Più equilibrio e freschezza

Il 2019 è l’ultima annata in cui si legge chiaramente questa intenzione. Dal viola intenso del calice esce il profumo di molta frutta, di mirtilli neri tra il maturo e la confettura. Al sorso è più floreale, complesso, ma raffinato e con un corpo pulito e pieno. Le annate successive cercano una maggiore freschezza. In cantina si riducono macerazione e rimontaggi. Il risultato è un 2021 che al naso è più nervoso, con note più vegetali, ma anche con punte speziate e di cioccolato amaro. Al palato è equilibrato, quasi troppo. Tanto da perdere un po’ di dinamicità e sfaccettature. La 2023 è la più interessante delle annate assaggiate. Al naso si alternano il ribes alla viola. La frutta resta anche al sorso e in bocca si rincorrono freschezza e alcol con un tannino ben integrato e una sapidità solo accennata.

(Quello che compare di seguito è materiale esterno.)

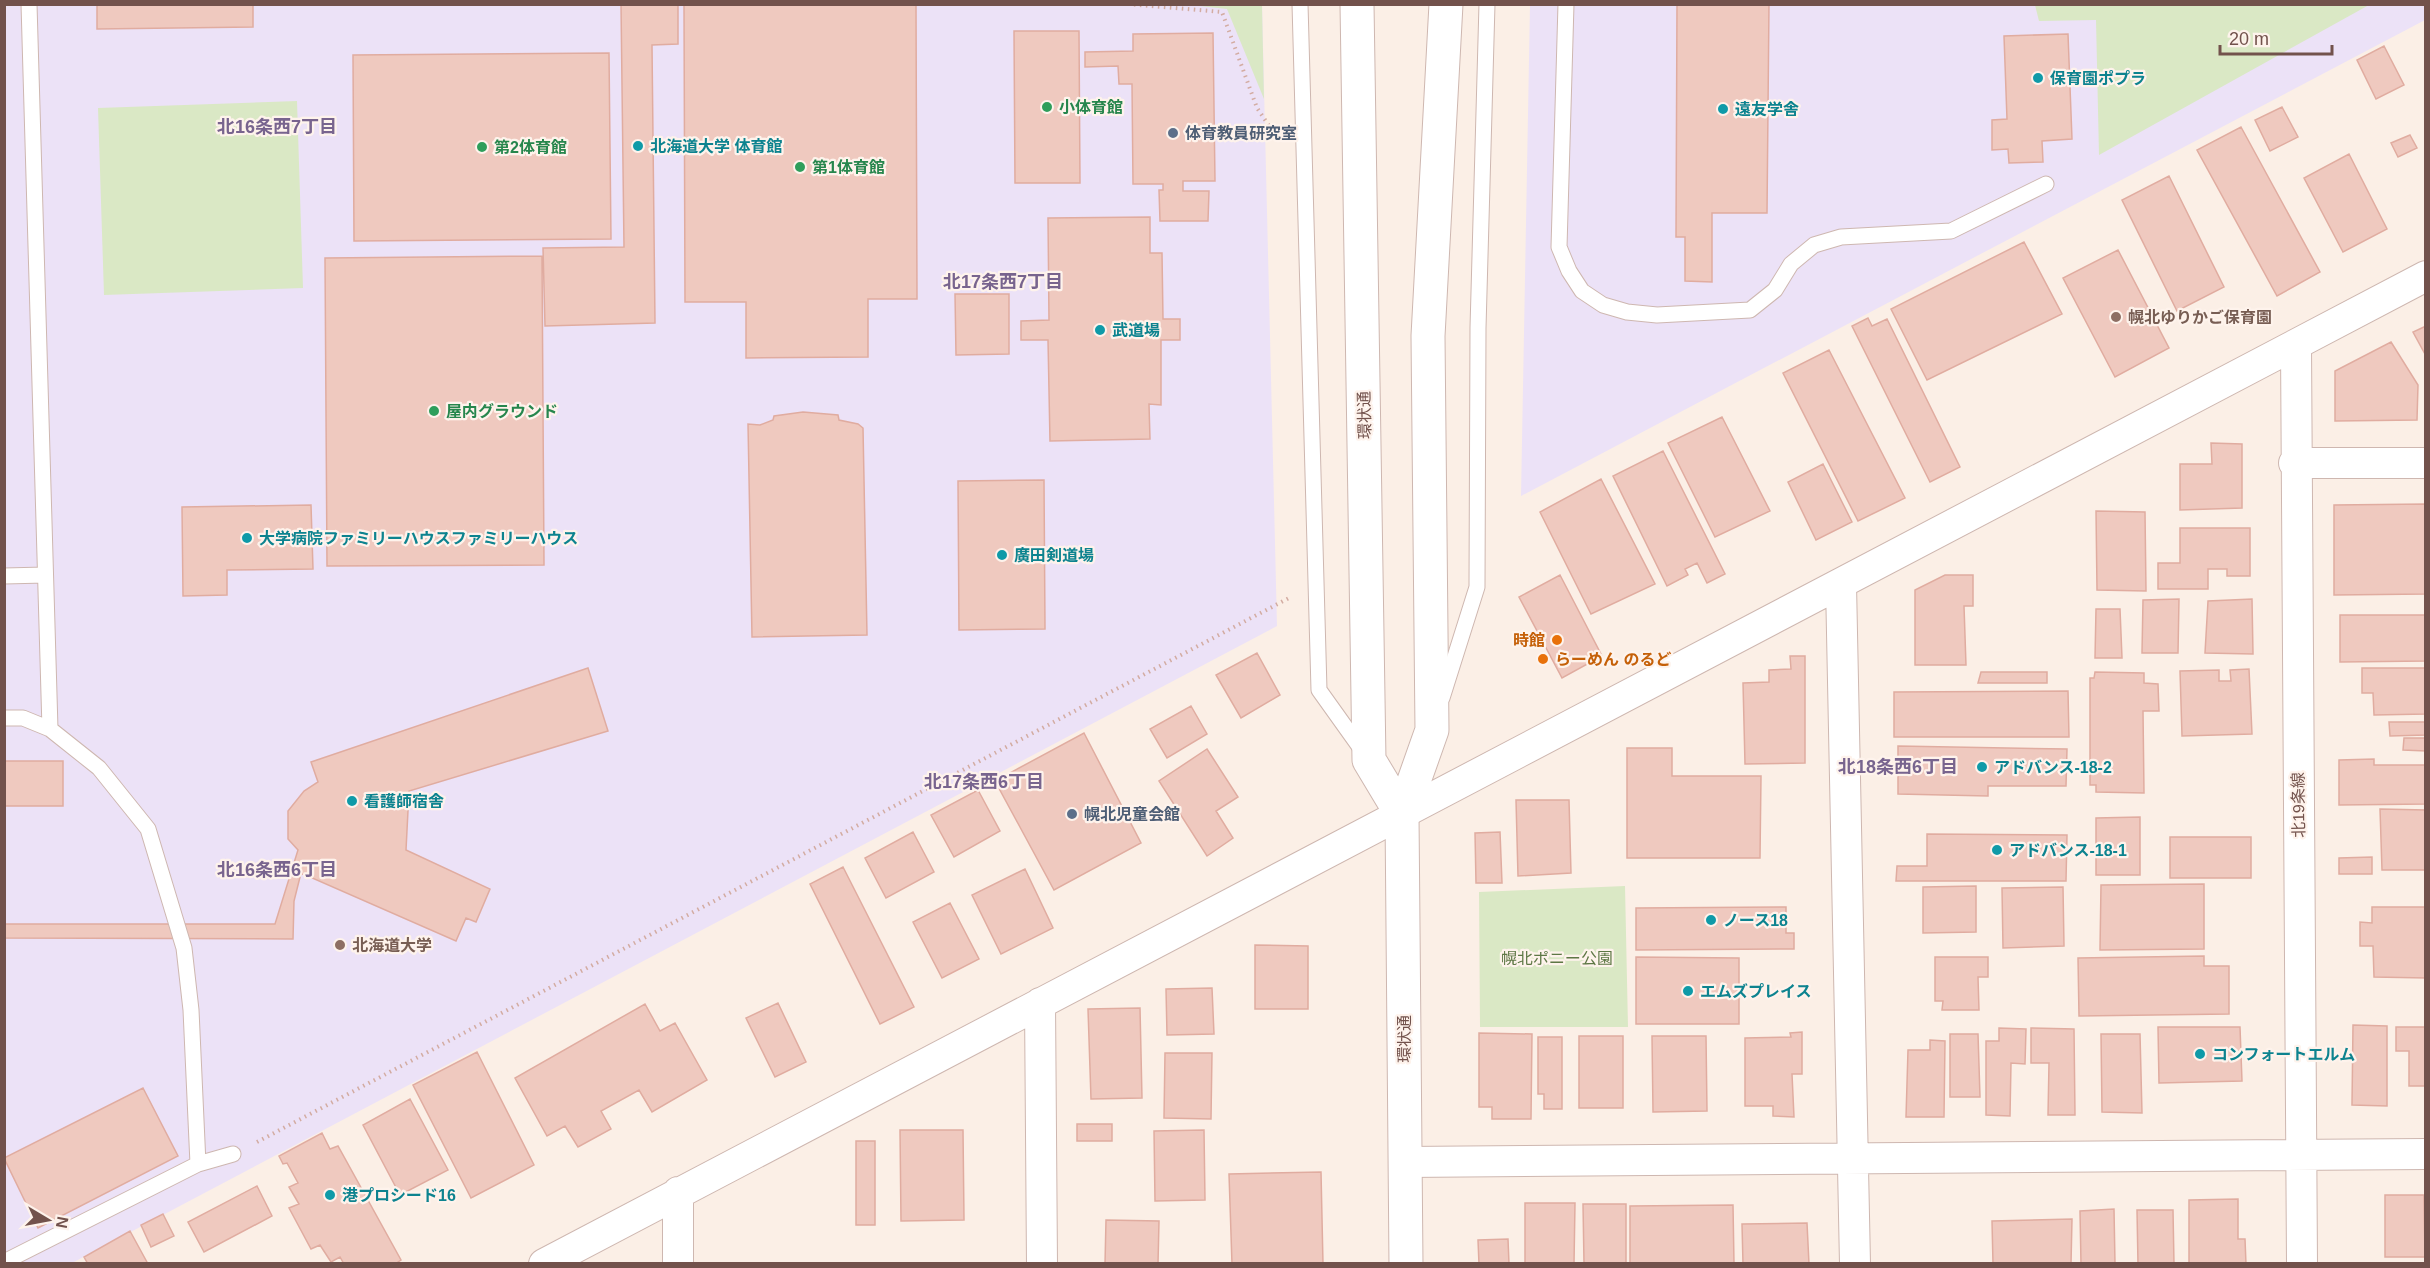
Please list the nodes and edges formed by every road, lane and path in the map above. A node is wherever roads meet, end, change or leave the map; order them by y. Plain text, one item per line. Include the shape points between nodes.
1 (29, 4) edge
2 (963, 4) edge
3 (996, 4) edge
4 (1128, 4) edge
5 (1300, 4) edge
6 (1357, 4) edge
7 (1446, 4) edge
8 (1487, 4) edge
9 (1566, 4) edge
10 (1281, 144) dead end
11 (2046, 184) dead end
12 (2426, 276) edge
13 (2296, 346) junction
14 (2426, 463) edge
15 (2294, 464) junction
16 (45, 575) junction
17 (4, 576) edge
18 (1841, 584) junction
19 (1289, 598) dead end
20 (4, 718) edge
21 (50, 729) junction
22 (1432, 730) junction
23 (1369, 760) junction
24 (1402, 815) junction
25 (1040, 1003) junction
26 (233, 1154) joint
27 (2426, 1154) edge
28 (2302, 1155) junction
29 (1854, 1158) junction
30 (1405, 1162) junction
31 (198, 1164) junction
32 (678, 1192) junction
33 (4, 1262) edge
34 (544, 1263) edge
35 (678, 1263) edge
36 (1042, 1263) edge
37 (1406, 1263) edge
38 (1855, 1263) edge
39 (2302, 1263) edge

1 - 16 lane
2 - 3 path
4 - 10 path via 1222,12 1257,108
5 - 23 lane via 1319,690
6 - 23 street, 環状通
7 - 22 street, 環状通 via 1428,336
8 - 22 lane via 1478,328 1477,587
9 - 11 lane via 1559,247 1582,291 1603,305 1657,315 1750,310 1775,290 1791,264 1814,244 1841,237 1951,231
12 - 13 street
13 - 15 street, 北19条線
13 - 18 street
14 - 15 street
15 - 28 street, 北19条線
16 - 17 lane
16 - 21 lane
18 - 24 street
18 - 29 street
19 - 26 path
20 - 21 lane via 23,718
21 - 31 lane via 99,768 148,829 184,948
22 - 24 street, 環状通
23 - 24 street
24 - 25 street
24 - 30 street, 環状通
25 - 32 street
25 - 36 street
26 - 31 lane
27 - 28 street
28 - 29 street
28 - 39 street, 北19条線
29 - 30 street
29 - 38 street
30 - 37 street, 環状通
31 - 33 lane
32 - 34 street
32 - 35 street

Il risultato è un vino elegante, prezioso senza essere pretenzioso.

Il futuro della Valpolicella?

Case Vecie rappresenta la Valpolicella che cambia, che vuole uscire dall’ombra del mito senza rinnegarlo. Brigaldara non si accontenta della grandezza e punta sulle spezie e sulla sobrietà come nuovo metro dell’eleganza. Vini che raccontano un territorio con schiettezza, equilibrio e pulizia. È la rivoluzione fresca dell’Amarone: quella che non medita sul calice, ma che vuole solo invitarti a versarne un altro.